Aus dem Nesletter von André Hahn Juli 2021

Zu Hause in der Sächsischen Schweiz
Seit acht Jahren lebt die aus Georgien stammenden Familie Imerlishvili in Pirna. Um 1 Uhr morgens wurde die Familie mit sieben Kindern am 10. Juni von einem großen Polizeiaufgebot aus dem Schlaf gerissen. Eine Stunde hatte sie Zeit, sich anzuziehen und die notwendigsten Sachen in eine einzige Tasche zu packen, um dann zum Flughafen gebracht und (während die sächsische
Härtefallkommission noch beriet) in die georgische Hauptstadt abgeschoben zu werden. „Diese Abschiebung der neunköpfigen georgischen Familie nach Tiflis macht mich fassungslos. Ich habe überhaupt kein Verständnis für diese inhumane Maßnahme der beteiligten Ausländerbehörden“, so André Hahn.
„Sie haben die beachtlichen Integrationsleistungen der Familie, die längst in Pirna verwurzelt ist, überhaupt nicht berücksichtigt und eine Traumatisierung der Kinder billigend in Kauf genommen.
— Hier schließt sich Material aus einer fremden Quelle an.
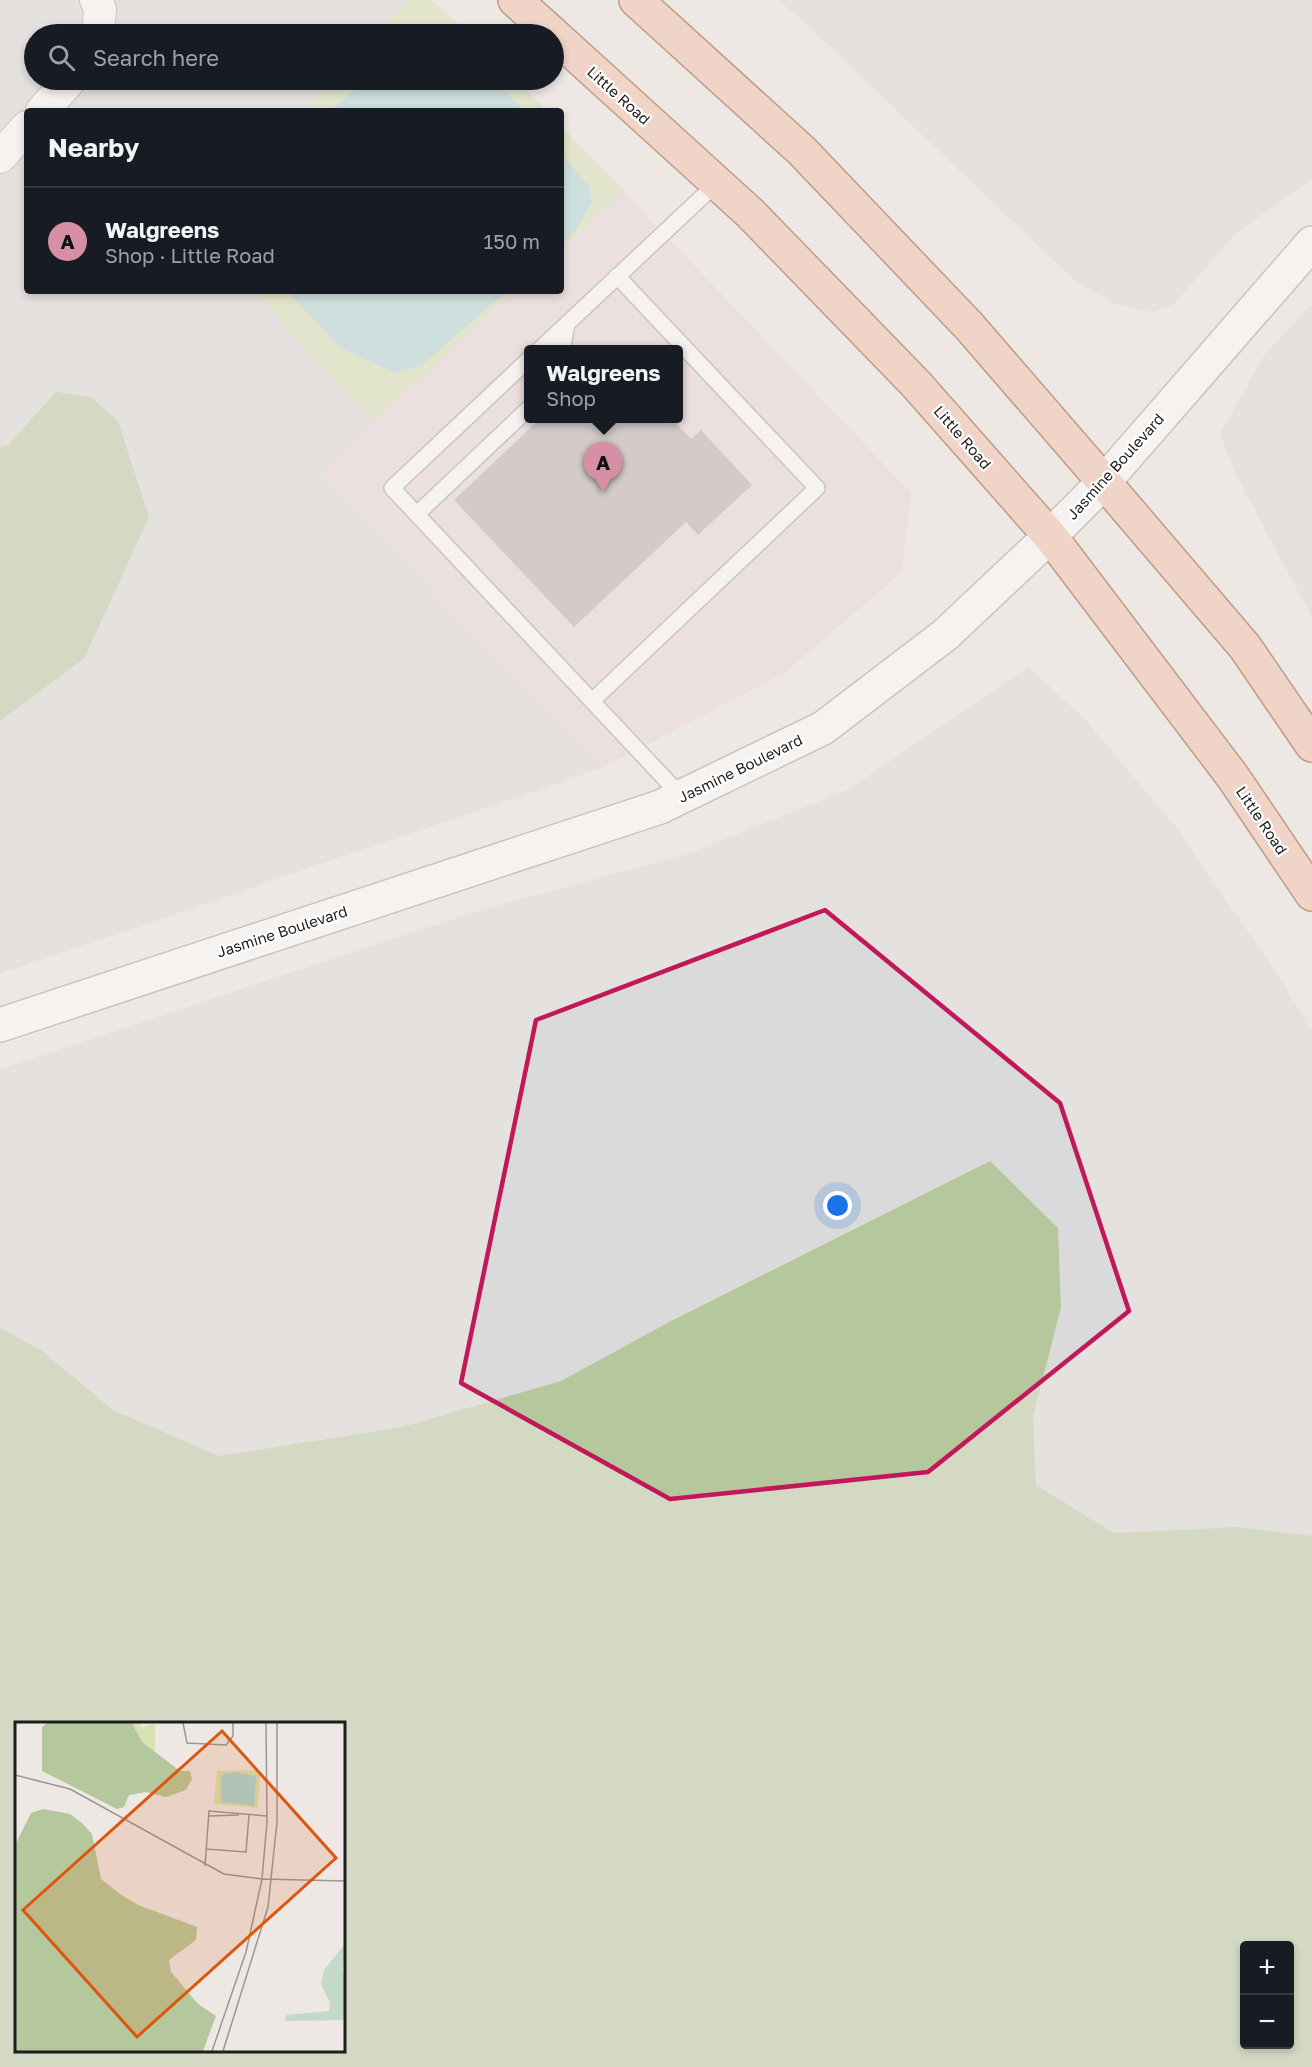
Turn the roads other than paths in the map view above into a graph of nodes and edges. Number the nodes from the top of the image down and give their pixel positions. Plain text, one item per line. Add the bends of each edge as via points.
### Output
1 (96, 0) edge
2 (515, 0) edge
3 (636, 0) edge
4 (99, 24) edge
5 (541, 24) edge
6 (564, 45) edge
7 (61, 90) edge
8 (45, 108) edge
9 (24, 130) edge
10 (0, 157) edge
11 (717, 183) junction
12 (1312, 243) edge
13 (617, 276) junction
14 (567, 324) junction
15 (544, 345) edge
16 (563, 345) edge
17 (682, 345) edge
18 (683, 346) edge
19 (524, 364) edge
20 (524, 413) edge
21 (1104, 482) junction
22 (417, 514) junction
23 (1050, 536) junction
24 (592, 701) junction
25 (1312, 745) edge
26 (682, 797) junction
27 (1312, 894) edge
28 (0, 1025) edge

1 - 4 street
2 - 5 main road, Little Road
3 - 21 main road via 802,151 969,326
6 - 11 main road, Little Road
7 - 8 street
9 - 10 street
11 - 13 lane
11 - 23 main road, Little Road via 916,384
12 - 21 street, Jasmine Boulevard
13 - 14 lane
13 - 17 lane
14 - 15 lane
14 - 16 lane
18 - 24 lane via 817,488
19 - 22 lane via 392,488
20 - 22 lane
21 - 23 street, Jasmine Boulevard
21 - 25 main road via 1245,647
22 - 24 lane
23 - 26 street, Jasmine Boulevard via 945,635 823,728
23 - 27 main road, Little Road via 1233,777
24 - 26 lane
26 - 28 street, Jasmine Boulevard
Landratsamt, der sächsische Innenminister und das Bundesinnenministerium müssen jetzt unverzüglich konkrete Schritte unternehmen und jegliche Maßnahmen unterstützen, um die Rückkehr der Familie zu ermöglichen, anstatt in einem unwürdigen ZuständigkeitsPingpong die Verantwortung von sich zu weisen.“ Beeindruckend, wie viele Bürgerinnen und Bürger mittels Petitionen, auf Solidaritätskundgebungen in Pirna sowie in anderer Form sich dafür einsetzen, dass Familie Imerlishvili ihr zu Hause in der Sächsischen Schweiz wiederbekommen kann.